## Instructions for the task
Could you give back the records exactly, taking out the pictures?

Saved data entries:
========================================================================

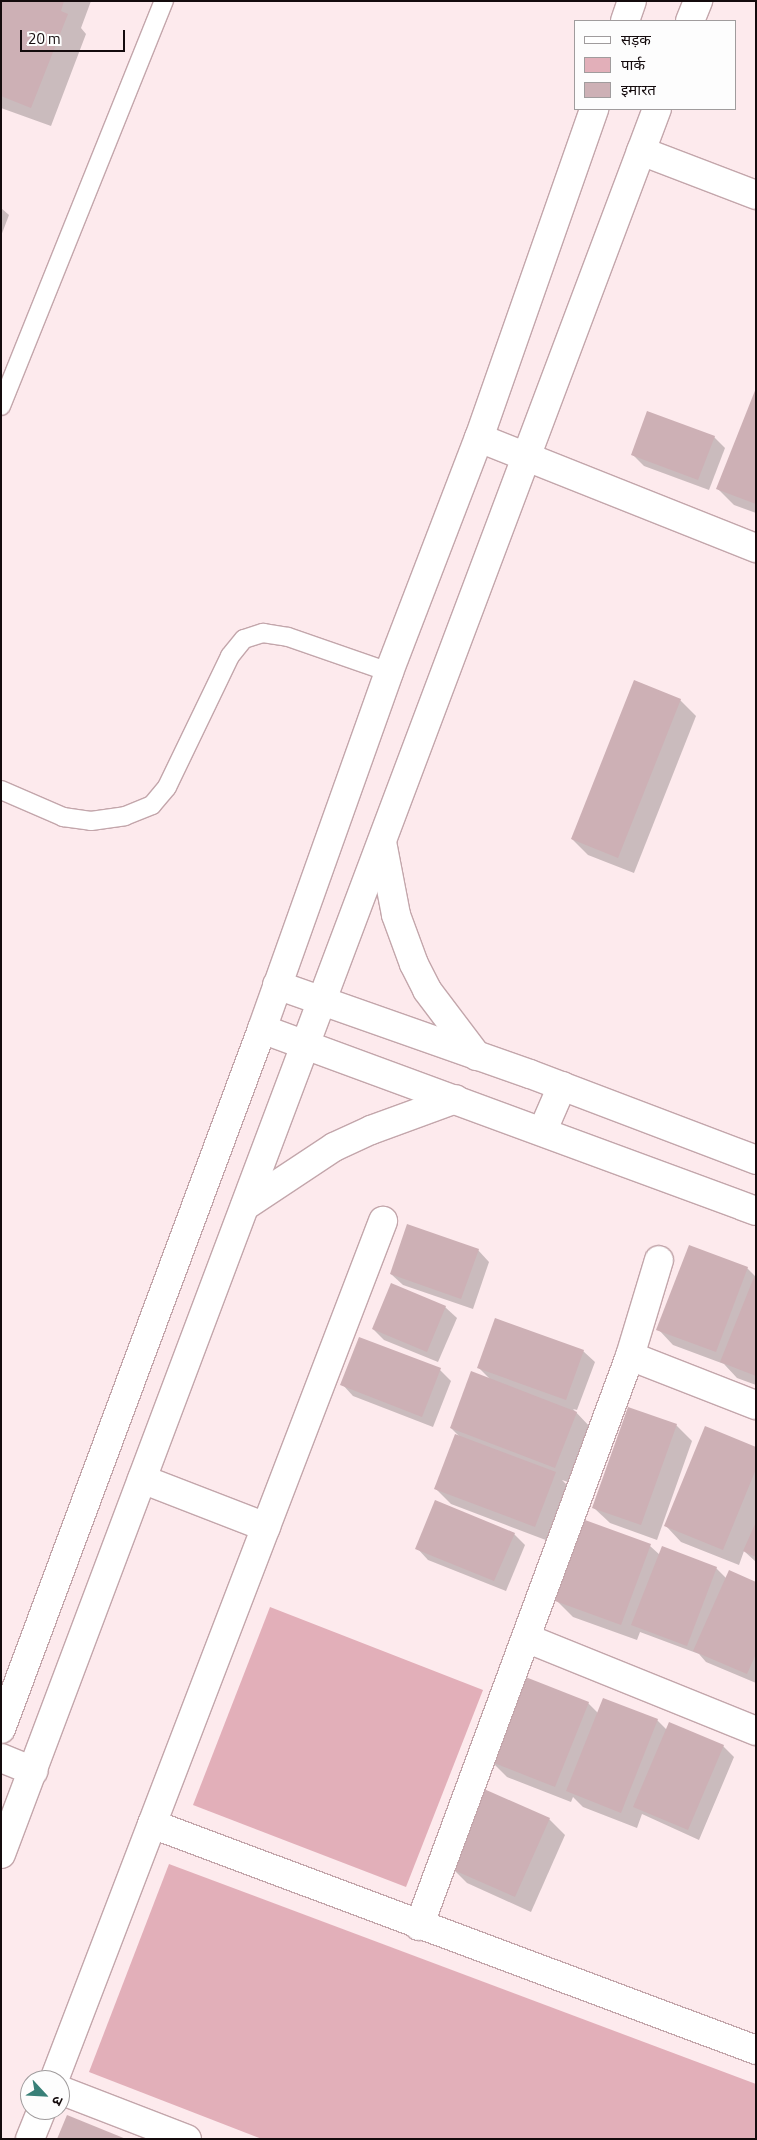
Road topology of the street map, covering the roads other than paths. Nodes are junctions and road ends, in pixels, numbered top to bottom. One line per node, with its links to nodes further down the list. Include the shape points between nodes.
1 (164, 1): 10 (lane)
2 (632, 1): 4 (street)
3 (698, 1): 5 (street)
4 (625, 20)
5 (690, 20)
6 (594, 110): 11 (street)
7 (657, 110): 8 (street)
8 (641, 151): 9 (street); 12 (street)
9 (756, 196)
10 (1, 406)
11 (478, 438): 12 (street); 14 (street)
12 (528, 458): 13 (street); 16 (street)
13 (756, 548)
14 (389, 672): 15 (lane, via 288,637 263,633 244,639 230,656 167,787 152,805 125,816 91,821 63,817); 17 (street)
15 (1, 790)
16 (382, 842): 18 (street); 21 (street, via 396,915 414,964 427,990)
17 (278, 985): 18 (street); 19 (street)
18 (322, 1001): 20 (street); 21 (street)
19 (262, 1029): 20 (street); 35 (street)
20 (305, 1045): 23 (street); 26 (street)
21 (477, 1056): 22 (street)
22 (562, 1086): 24 (street); 25 (street)
23 (456, 1099): 24 (street); 26 (street, via 334,1147)
24 (543, 1130): 27 (street)
25 (756, 1160)
26 (245, 1206): 32 (street)
27 (756, 1211)
28 (382, 1221): 33 (street)
29 (659, 1260): 30 (street)
30 (630, 1356): 31 (street); 34 (street)
31 (756, 1405)
32 (142, 1479): 33 (street); 38 (street)
33 (266, 1527): 39 (street)
34 (526, 1638): 36 (street); 41 (street)
35 (1, 1729)
36 (756, 1732)
37 (1, 1758): 38 (street)
38 (33, 1770): 40 (street)
39 (152, 1824): 41 (street); 43 (street)
40 (4, 1836)
41 (419, 1926): 42 (street)
42 (756, 2050)
43 (58, 2070)
44 (70, 2094): 47 (street)
45 (38, 2120): 46 (street)
46 (30, 2139)
47 (187, 2139)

========================================================================

## Result of the task
Road topology of the street map, covering the roads other than paths. Nodes are junctions and road ends, in pixels, numbered top to bottom. One line per node, with its links to nodes further down the list. Include the shape points between nodes.
1 (164, 1): 10 (lane)
2 (632, 1): 4 (street)
3 (698, 1): 5 (street)
4 (625, 20)
5 (690, 20)
6 (594, 110): 11 (street)
7 (657, 110): 8 (street)
8 (641, 151): 9 (street); 12 (street)
9 (756, 196)
10 (1, 406)
11 (478, 438): 12 (street); 14 (street)
12 (528, 458): 13 (street); 16 (street)
13 (756, 548)
14 (389, 672): 15 (lane, via 288,637 263,633 244,639 230,656 167,787 152,805 125,816 91,821 63,817); 17 (street)
15 (1, 790)
16 (382, 842): 18 (street); 21 (street, via 396,915 414,964 427,990)
17 (278, 985): 18 (street); 19 (street)
18 (322, 1001): 20 (street); 21 (street)
19 (262, 1029): 20 (street); 35 (street)
20 (305, 1045): 23 (street); 26 (street)
21 (477, 1056): 22 (street)
22 (562, 1086): 24 (street); 25 (street)
23 (456, 1099): 24 (street); 26 (street, via 334,1147)
24 (543, 1130): 27 (street)
25 (756, 1160)
26 (245, 1206): 32 (street)
27 (756, 1211)
28 (382, 1221): 33 (street)
29 (659, 1260): 30 (street)
30 (630, 1356): 31 (street); 34 (street)
31 (756, 1405)
32 (142, 1479): 33 (street); 38 (street)
33 (266, 1527): 39 (street)
34 (526, 1638): 36 (street); 41 (street)
35 (1, 1729)
36 (756, 1732)
37 (1, 1758): 38 (street)
38 (33, 1770): 40 (street)
39 (152, 1824): 41 (street); 43 (street)
40 (4, 1836)
41 (419, 1926): 42 (street)
42 (756, 2050)
43 (58, 2070)
44 (70, 2094): 47 (street)
45 (38, 2120): 46 (street)
46 (30, 2139)
47 (187, 2139)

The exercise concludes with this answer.